I suggest that, more than a statement of atheism, this might be designed to parallel the Hobbits' experience with the Barrow-Wight in that tomb- the tunnel, the entrance...


----------



## Eledhwen (Dec 29, 2004)

Merry was seized with a black despair, and his thoughts at that time cannot be attributed even to himself when normal, let alone Hobbitry in general.

The Dialogue of Finrod and Andreth sheds interesting light on Middle-earth mortality, and one of the better discussions on this can be found here.
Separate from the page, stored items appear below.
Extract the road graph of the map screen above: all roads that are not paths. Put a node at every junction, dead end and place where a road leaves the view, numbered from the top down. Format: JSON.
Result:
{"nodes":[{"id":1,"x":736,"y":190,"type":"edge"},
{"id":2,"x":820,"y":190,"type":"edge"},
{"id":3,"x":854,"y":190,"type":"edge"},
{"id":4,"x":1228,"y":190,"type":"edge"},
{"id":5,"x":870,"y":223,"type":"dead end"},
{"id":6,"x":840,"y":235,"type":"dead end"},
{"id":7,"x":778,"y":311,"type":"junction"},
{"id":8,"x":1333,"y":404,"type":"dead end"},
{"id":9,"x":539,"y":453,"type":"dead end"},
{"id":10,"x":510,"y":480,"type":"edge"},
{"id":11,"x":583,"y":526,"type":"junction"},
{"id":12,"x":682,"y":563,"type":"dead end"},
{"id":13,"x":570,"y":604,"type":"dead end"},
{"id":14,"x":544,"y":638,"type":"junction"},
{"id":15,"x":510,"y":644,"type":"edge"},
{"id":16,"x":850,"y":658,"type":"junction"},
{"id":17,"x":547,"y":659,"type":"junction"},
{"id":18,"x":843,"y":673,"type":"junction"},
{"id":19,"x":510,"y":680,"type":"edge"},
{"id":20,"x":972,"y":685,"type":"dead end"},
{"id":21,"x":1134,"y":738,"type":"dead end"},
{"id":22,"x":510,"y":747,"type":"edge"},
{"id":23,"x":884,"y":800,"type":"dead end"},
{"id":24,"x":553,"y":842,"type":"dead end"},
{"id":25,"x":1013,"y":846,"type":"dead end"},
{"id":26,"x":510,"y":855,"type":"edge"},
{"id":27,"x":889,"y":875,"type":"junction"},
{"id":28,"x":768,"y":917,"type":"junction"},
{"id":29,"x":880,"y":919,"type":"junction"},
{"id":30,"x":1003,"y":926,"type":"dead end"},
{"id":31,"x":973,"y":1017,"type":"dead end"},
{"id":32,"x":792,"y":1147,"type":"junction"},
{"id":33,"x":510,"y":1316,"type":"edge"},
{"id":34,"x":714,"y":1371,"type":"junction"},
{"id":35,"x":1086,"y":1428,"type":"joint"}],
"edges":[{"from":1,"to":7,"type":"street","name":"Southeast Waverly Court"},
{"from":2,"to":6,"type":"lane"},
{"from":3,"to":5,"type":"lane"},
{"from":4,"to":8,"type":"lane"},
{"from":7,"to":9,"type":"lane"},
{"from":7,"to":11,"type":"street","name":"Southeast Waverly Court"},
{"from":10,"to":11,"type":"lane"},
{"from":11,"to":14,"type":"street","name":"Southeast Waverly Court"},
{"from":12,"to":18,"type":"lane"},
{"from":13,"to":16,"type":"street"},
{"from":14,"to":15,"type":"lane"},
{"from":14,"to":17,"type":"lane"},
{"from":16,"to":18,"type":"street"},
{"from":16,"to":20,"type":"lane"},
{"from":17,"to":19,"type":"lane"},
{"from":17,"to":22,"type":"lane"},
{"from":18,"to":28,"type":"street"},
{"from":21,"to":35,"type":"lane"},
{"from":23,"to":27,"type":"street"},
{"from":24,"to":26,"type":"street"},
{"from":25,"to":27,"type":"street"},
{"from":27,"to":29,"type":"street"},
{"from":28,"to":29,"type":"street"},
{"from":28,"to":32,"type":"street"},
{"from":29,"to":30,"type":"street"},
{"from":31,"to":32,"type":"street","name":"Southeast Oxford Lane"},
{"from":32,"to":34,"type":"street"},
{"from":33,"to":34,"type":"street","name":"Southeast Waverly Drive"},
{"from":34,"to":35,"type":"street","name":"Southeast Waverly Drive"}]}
The _immortality_ of Elves is limited to the life of Arda, so it is not infinite. Tolkien mentions this in a BBC radio interview which I have found at times sloshing around the internet (his voice is mumbly, thanks to the pipe in his mouth, but transcriptions are also circulating). What happens to the Elves when the earth itself is brought to an end, I don't know; but I do not think it would be in Tolkien's thought that they are destroyed, but rather that they join the race of Men in a renewed heaven and earth (rather like teh one Christianity has in the book of Revelation). I vaguely remember reading a short passage about such a renewal, possibly in the Sil. I'll have to go and look for it; I could be mis-remembering (not the first time!)


----------



## Arvegil (Dec 29, 2004)

Eledhwen said:


> What happens to the Elves when the earth itself is brought to an end, I don't know; but I do not think it would be in Tolkien's thought that they are destroyed, but rather that they join the race of Men in a renewed heaven and earth (rather like teh one Christianity has in the book of Revelation). I vaguely remember reading a short passage about such a renewal, possibly in the Sil. I'll have to go and look for it; I could be mis-remembering (not the first time!)
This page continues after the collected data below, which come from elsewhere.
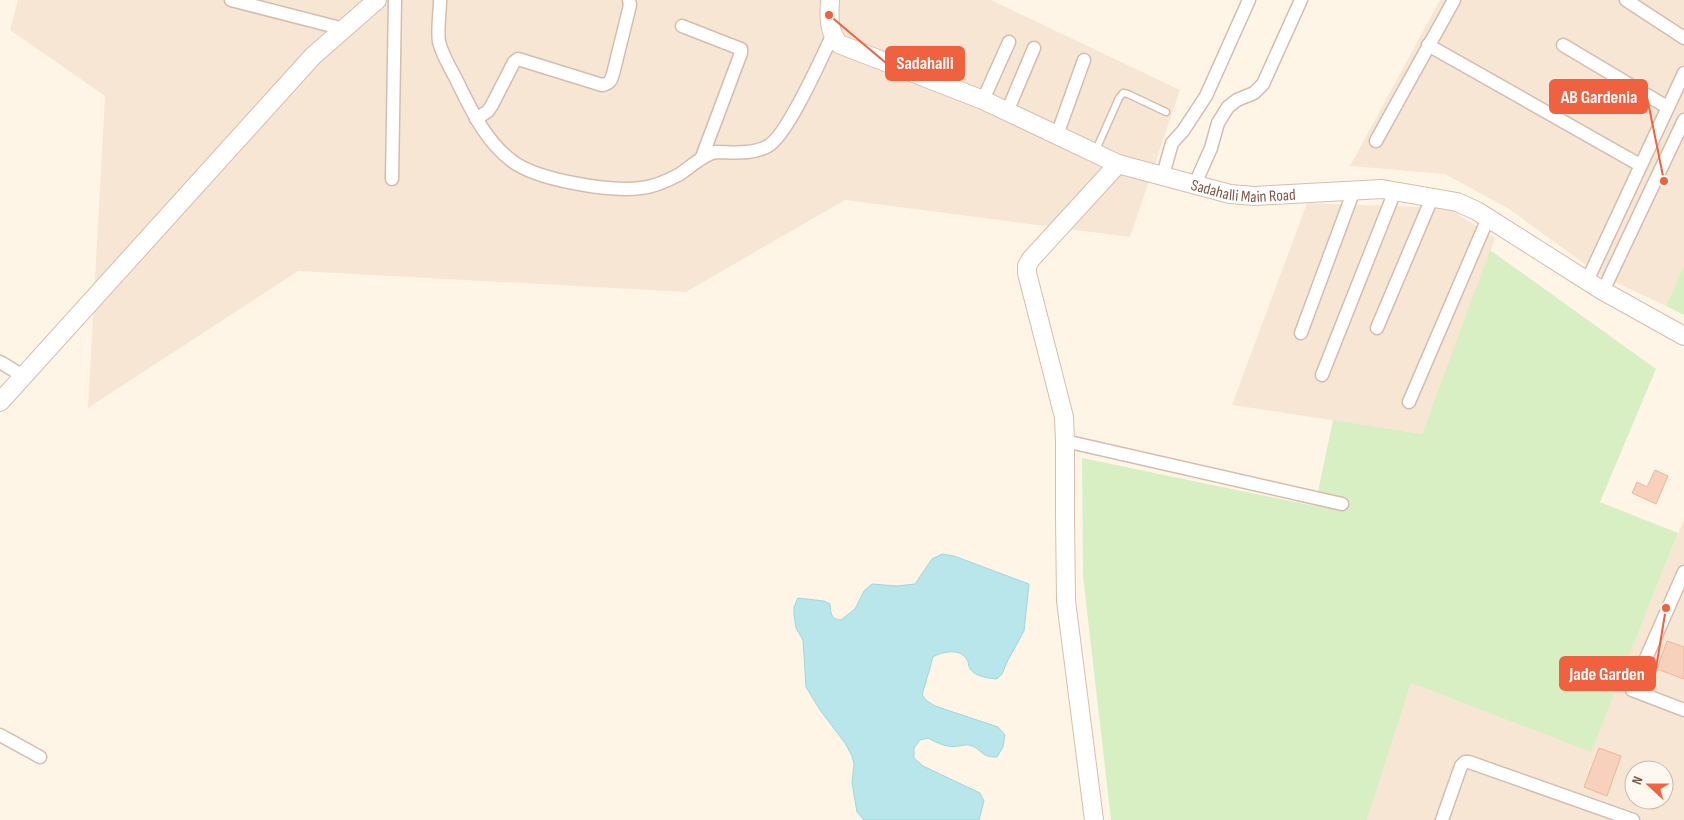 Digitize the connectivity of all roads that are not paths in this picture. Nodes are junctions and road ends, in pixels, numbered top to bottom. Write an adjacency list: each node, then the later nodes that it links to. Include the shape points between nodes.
1 (231, 0): 12 (street)
2 (377, 0): 12 (street)
3 (395, 0): 34 (street)
4 (440, 0): 25 (street, via 440,44)
5 (629, 0): 25 (street, via 613,74 607,84 518,59 488,111)
6 (830, 0): 13 (street)
7 (1249, 0): 33 (street, via 1206,96 1172,144)
8 (1302, 0): 35 (street, via 1263,84 1254,93 1228,107 1218,123)
9 (1454, 0): 16 (street)
10 (1626, 0): 14 (street)
11 (682, 26): 30 (street, via 741,49)
12 (344, 29): 47 (street, via 313,56)
13 (832, 36): 21 (street, Sadahalli Main Road, via 849,49); 30 (street, via 783,132 770,146 752,152 715,152)
14 (1684, 38)
15 (1009, 42): 21 (street)
16 (1428, 45): 28 (street); 32 (street)
17 (1563, 45): 22 (street)
18 (1034, 48): 23 (street)
19 (1084, 60): 27 (street)
20 (1684, 73): 22 (street)
21 (983, 100): 23 (street, Sadahalli Main Road)
22 (1667, 108): 32 (street)
23 (1007, 112): 27 (street, Sadahalli Main Road)
24 (1166, 112): 29 (lane, via 1123,93)
25 (476, 118): 30 (street, via 505,155 524,169 559,180 599,187 652,186 679,174)
26 (1684, 120): 41 (street)
27 (1057, 135): 29 (street, Sadahalli Main Road)
28 (1376, 142)
29 (1094, 153): 31 (street, Sadahalli Main Road)
30 (702, 157)
31 (1118, 164): 33 (street, Sadahalli Main Road); 50 (street, via 1027,266 1064,417)
32 (1640, 165): 40 (street)
33 (1163, 175): 35 (street, Sadahalli Main Road)
34 (392, 179)
35 (1195, 184): 36 (street, Sadahalli Main Road, via 1242,196)
36 (1354, 190): 37 (street, Sadahalli Main Road); 43 (street)
37 (1394, 191): 38 (street, Sadahalli Main Road); 46 (street)
38 (1432, 198): 39 (street, Sadahalli Main Road, via 1457,202); 42 (street)
39 (1488, 218): 40 (street, Sadahalli Main Road); 49 (street)
40 (1587, 281): 41 (street, Sadahalli Main Road)
41 (1603, 291): 44 (street, Sadahalli Main Road)
42 (1378, 328)
43 (1301, 333)
44 (1684, 336)
45 (0, 362): 47 (street)
46 (1322, 375)
47 (23, 376): 48 (street)
48 (0, 402)
49 (1409, 402)
50 (1066, 441): 51 (street); 56 (street, via 1066,592)
51 (1342, 504)
52 (1684, 572): 53 (street, via 1632,690)
53 (1684, 710)
54 (0, 735): 55 (street)
55 (40, 757)
56 (1094, 820)
57 (1442, 820): 58 (street, via 1465,762)
58 (1633, 820)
The Dialogue of Finrod and Andreth addresses this. Finrod, besides the very real possibility of non-existence, contemplates a future where Elves are subordinate to Men. Men become the creators (or sub-creators) of Arda Unmarred, while the Elves' task is to provide a living history of Arda Marred through their superior memories.


----------



## Eledhwen (Dec 29, 2004)

Thanks Arvegil. I have read Morgoth's Ring, but I don't own a copy yet (got to leave something for my husband to get for birthdays!) and my memory wanes over time 

BTW, there's a transcript of Tolkien's radio interview  here. The bit I was on about was


> _JRR Tolkien:_ Therefore the Elves are immortal in a sense. I had to use immortal, I didn't mean that they were eternally immortal, merely that they are very longeval and their longevity probably lasts as long as the inhabitability of the Earth.


----------